That’s it! We are now able to use this configuration to index our website.

Note: It is wise to always define the domain for your crawler configuration. Either type it in the corresponding field or choose a domain record. It will be needed, e.g., when indexing database records.

Do a test with a specific page:

  • Go to Web > Info
  • Select a page in your page tree
  • Select “Indexed Search” in the top dropdown menu
  • Your page is not yet indexed:
  • Switch to “Site Crawler” in the top dropdown menu
  • Choose action “Site Crawling”
  • Select your crawler configuration, update and crawl the sole URL that has been found:
  • Now switch to the crawler log to show the pending queue:
  • Then manually process the entry:
  • Run-time column will then show the current date and time
  • Status column should show “OK”
  • Switch back to “Indexed Search” in the top dropdown menu and enjoy seeing your page content being indexed:

Content with Documents

Now perform the above steps again with a page containing links to documents you have somewhere in fileadmin. Stick to document types known to Indexed Search of course; that is, .doc, .xls, .ppt, .pdf, …

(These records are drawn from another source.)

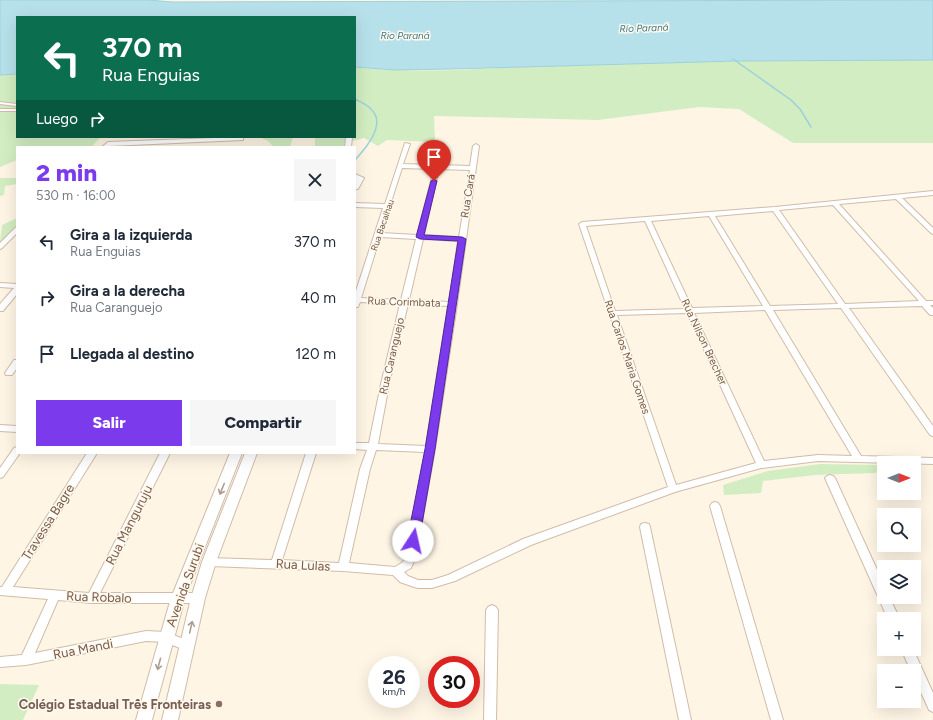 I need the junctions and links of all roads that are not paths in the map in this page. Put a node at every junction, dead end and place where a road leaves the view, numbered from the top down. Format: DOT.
graph roads {
  1 [pos="0,103"];
  2 [pos="16,105"];
  3 [pos="0,110"];
  4 [pos="16,110"];
  5 [pos="242,140"];
  6 [pos="407,144"];
  7 [pos="442,145"];
  8 [pos="106,146"];
  9 [pos="476,146"];
  10 [pos="401,166"];
  11 [pos="438,167"];
  12 [pos="473,168"];
  13 [pos="356,176"];
  14 [pos="356,186"];
  15 [pos="933,194"];
  16 [pos="898,197"];
  17 [pos="835,203"];
  18 [pos="356,205"];
  19 [pos="388,206"];
  20 [pos="774,209"];
  21 [pos="711,214"];
  22 [pos="647,219"];
  23 [pos="16,230"];
  24 [pos="933,232"];
  25 [pos="378,235"];
  26 [pos="420,237"];
  27 [pos="462,239"];
  28 [pos="0,247"];
  29 [pos="0,285"];
  30 [pos="16,286"];
  31 [pos="16,290"];
  32 [pos="356,302"];
  33 [pos="405,302"];
  34 [pos="929,303"];
  35 [pos="453,304"];
  36 [pos="844,307"];
  37 [pos="0,309"];
  38 [pos="768,309"];
  39 [pos="690,311"];
  40 [pos="612,313"];
  41 [pos="933,313"];
  42 [pos="0,428"];
  43 [pos="16,429"];
  44 [pos="933,433"];
  45 [pos="356,446"];
  46 [pos="373,447"];
  47 [pos="430,449"];
  48 [pos="16,451"];
  49 [pos="91,454"];
  50 [pos="164,454"];
  51 [pos="236,454"];
  52 [pos="252,454"];
  53 [pos="311,454"];
  54 [pos="858,458"];
  55 [pos="933,461"];
  56 [pos="761,465"];
  57 [pos="0,474"];
  58 [pos="830,478"];
  59 [pos="673,489"];
  60 [pos="715,506"];
  61 [pos="645,527"];
  62 [pos="209,562"];
  63 [pos="276,564"];
  64 [pos="343,567"];
  65 [pos="396,572"];
  66 [pos="2,591"];
  67 [pos="55,595"];
  68 [pos="92,598"];
  69 [pos="178,598"];
  70 [pos="198,598"];
  71 [pos="492,610"];
  72 [pos="891,612"];
  73 [pos="166,637"];
  74 [pos="187,646"];
  75 [pos="910,656"];
  76 [pos="26,660"];
  77 [pos="0,662"];
  78 [pos="933,706"];
  79 [pos="144,720"];
  80 [pos="170,720"];
  81 [pos="490,720"];
  82 [pos="685,720"];
  83 [pos="777,720"];
  1 -- 2 [label="street"];
  3 -- 4 [label="street"];
  5 -- 8 [label="street"];
  6 -- 10 [label="street, Rua Bacalhau"];
  7 -- 11 [label="street, Rua Caranguejo"];
  9 -- 12 [label="street, Rua Cará"];
  10 -- 11 [label="street"];
  10 -- 19 [label="street, Rua Bacalhau"];
  11 -- 12 [label="street"];
  11 -- 26 [label="street, Rua Caranguejo"];
  12 -- 27 [label="street, Rua Cará"];
  13 -- 14 [label="street"];
  15 -- 16 [label="street"];
  16 -- 17 [label="street"];
  16 -- 24 [label="street"];
  17 -- 20 [label="street"];
  17 -- 34 [label="street"];
  18 -- 19 [label="street"];
  19 -- 25 [label="street, Rua Bacalhau"];
  20 -- 21 [label="street"];
  20 -- 36 [label="street"];
  21 -- 22 [label="street"];
  21 -- 38 [label="street"];
  22 -- 39 [label="street, Rua Nilson Brecher"];
  22 -- 40 [label="street, Rua Carlos Maria Gomes"];
  23 -- 28 [label="street"];
  25 -- 26 [label="street"];
  25 -- 32 [label="street, Rua Bacalhau"];
  26 -- 27 [label="street"];
  26 -- 33 [label="street, Rua Caranguejo"];
  27 -- 35 [label="street, Rua Cará"];
  29 -- 30 [label="street"];
  31 -- 37 [label="street"];
  32 -- 33 [label="street, Rua Corimbata"];
  33 -- 35 [label="street, Rua Corimbata"];
  33 -- 46 [label="street, Rua Caranguejo"];
  34 -- 36 [label="street"];
  34 -- 41 [label="street"];
  35 -- 47 [label="street, Rua Cará"];
  36 -- 38 [label="street"];
  36 -- 44 [label="street"];
  38 -- 39 [label="street"];
  38 -- 54 [label="street"];
  39 -- 40 [label="street"];
  39 -- 56 [label="street, Rua Nilson Brecher"];
  40 -- 59 [label="street, Rua Carlos Maria Gomes"];
  42 -- 43 [label="street"];
  45 -- 46 [label="street"];
  46 -- 47 [label="street"];
  46 -- 64 [label="street, Rua Caranguejo"];
  47 -- 65 [label="street, Rua Cará"];
  48 -- 57 [label="street"];
  49 -- 66 [label="street, Travessa Bagre"];
  50 -- 68 [label="street, Rua Manguruju"];
  51 -- 69 [label="street, Avenida Surubi, one-way"];
  52 -- 62 [label="street, Avenida Surubi"];
  53 -- 63 [label="street"];
  54 -- 55 [label="street"];
  54 -- 56 [label="street"];
  56 -- 59 [label="street"];
  58 -- 72 [label="street"];
  59 -- 65 [label="street"];
  60 -- 83 [label="street"];
  61 -- 82 [label="street"];
  62 -- 63 [label="street, Rua Lulas"];
  62 -- 70 [label="street, Avenida Surubi"];
  63 -- 64 [label="street, Rua Lulas"];
  64 -- 65 [label="street, Rua Lulas"];
  66 -- 67 [label="street, Rua Robalo"];
  67 -- 68 [label="street, Rua Robalo"];
  67 -- 76 [label="street"];
  68 -- 69 [label="street, Rua Robalo"];
  69 -- 70 [label="street, Rua Robalo"];
  69 -- 73 [label="street, Avenida Surubi"];
  74 -- 70 [label="street, Avenida Surubi, one-way"];
  71 -- 81 [label="street"];
  73 -- 74 [label="street"];
  73 -- 76 [label="street, Rua Mandi"];
  73 -- 79 [label="street, Avenida Surubi, one-way"];
  74 -- 80 [label="street, Avenida Surubi"];
  75 -- 78 [label="street"];
  76 -- 77 [label="street, Rua Mandi"];
} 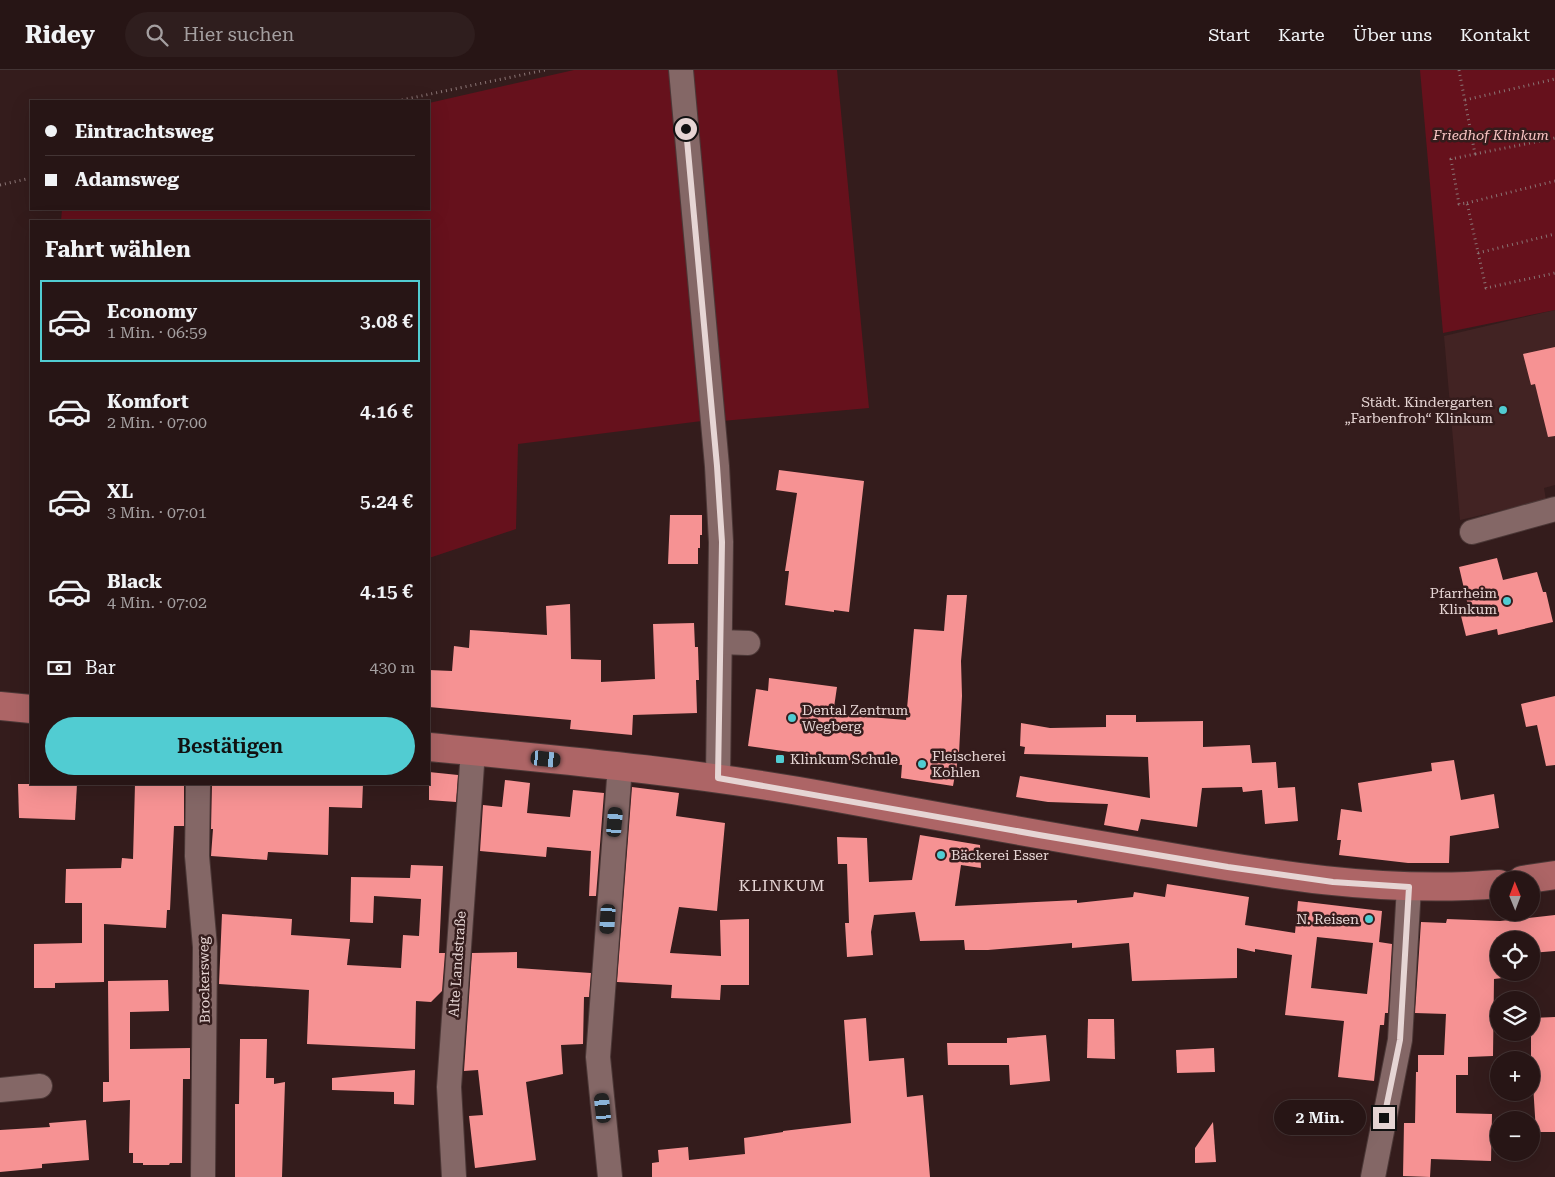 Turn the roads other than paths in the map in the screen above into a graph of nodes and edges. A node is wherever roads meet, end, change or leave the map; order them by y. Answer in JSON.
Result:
{"nodes":[{"id":1,"x":681,"y":70,"type":"edge"},
{"id":2,"x":1555,"y":509,"type":"edge"},
{"id":3,"x":1472,"y":532,"type":"dead end"},
{"id":4,"x":720,"y":642,"type":"junction"},
{"id":5,"x":748,"y":643,"type":"dead end"},
{"id":6,"x":0,"y":706,"type":"edge"},
{"id":7,"x":30,"y":709,"type":"edge"},
{"id":8,"x":430,"y":747,"type":"edge"},
{"id":9,"x":472,"y":751,"type":"junction"},
{"id":10,"x":620,"y":766,"type":"junction"},
{"id":11,"x":718,"y":778,"type":"junction"},
{"id":12,"x":198,"y":785,"type":"edge"},
{"id":13,"x":1555,"y":875,"type":"edge"},
{"id":14,"x":1540,"y":877,"type":"edge"},
{"id":15,"x":1490,"y":884,"type":"edge"},
{"id":16,"x":1409,"y":887,"type":"junction"},
{"id":17,"x":40,"y":1086,"type":"dead end"},
{"id":18,"x":0,"y":1090,"type":"edge"},
{"id":19,"x":204,"y":1177,"type":"edge"},
{"id":20,"x":454,"y":1177,"type":"edge"},
{"id":21,"x":610,"y":1177,"type":"edge"},
{"id":22,"x":1373,"y":1177,"type":"edge"}],
"edges":[{"from":1,"to":4,"type":"street"},
{"from":2,"to":3,"type":"street"},
{"from":4,"to":5,"type":"street"},
{"from":4,"to":11,"type":"street"},
{"from":6,"to":7,"type":"main road"},
{"from":8,"to":9,"type":"main road"},
{"from":9,"to":10,"type":"main road"},
{"from":9,"to":20,"type":"street","name":"Alte Landstraße"},
{"from":10,"to":11,"type":"main road"},
{"from":10,"to":21,"type":"street"},
{"from":11,"to":16,"type":"main road"},
{"from":12,"to":19,"type":"street","name":"Brockersweg"},
{"from":13,"to":14,"type":"main road"},
{"from":15,"to":16,"type":"main road"},
{"from":16,"to":22,"type":"street"},
{"from":17,"to":18,"type":"street"}]}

After having processed your page, you should have your queue filled with as many entries as you have links to documents:

  • Process the queue with the small “refresh” button
  • Switch back to “Indexed Search” in the top dropdown menu and enjoy seeing your page content and documents being indexed:

You may now try to index your whole page tree using the same method. The only difference is that you will start from root (typically the homepage) and choose to crawl the page tree recursively (option “Depth” in Web > Info > Site Crawler > Start Crawling).

Indexing News Articles (or any “single view” plugin output)

Let’s say you use extension tt_news to manage news on your website. You have top N latest news on your homepage, with some teaser text and a dedicated page you redirect to when one wants to read the full article.

What makes this “detail” page special is that it contains a tt_news plugin whose output mode is “SINGLE”. As such, this plugin expects a GET parameter in the URL:

&tx_ttnews[tt_news]=<some-id>

Our test configuration:

  • Sysfolder [uid #19] is our tt_news storage folder
  • Page [uid #22] contains a tt_news plugin for SINGLE view

We want crawler to dynamically generate a list of URLs with the additional tx_ttnews[tt_news] parameter when it crawls page #22:

Here tt_news #3 is hidden, was deleted or is not yet visible for instance…

Crawler Configuration

We don’t need this crawler configuration to be available for the whole page tree, as such we create this configuration for the subtree of page #22:

  • Go to Web > List
  • Click on page #22 (with SINGLE tt_news plugin)
  • Add a record from type “Crawler Configuration” (under section “Site Crawler”):

Beware: This is not shown on screenshot above but at the very end of this form, be sure to tick option “Append cHash” otherwise you will end up having N times the first news being indexed due to TYPO3 caching mechanism.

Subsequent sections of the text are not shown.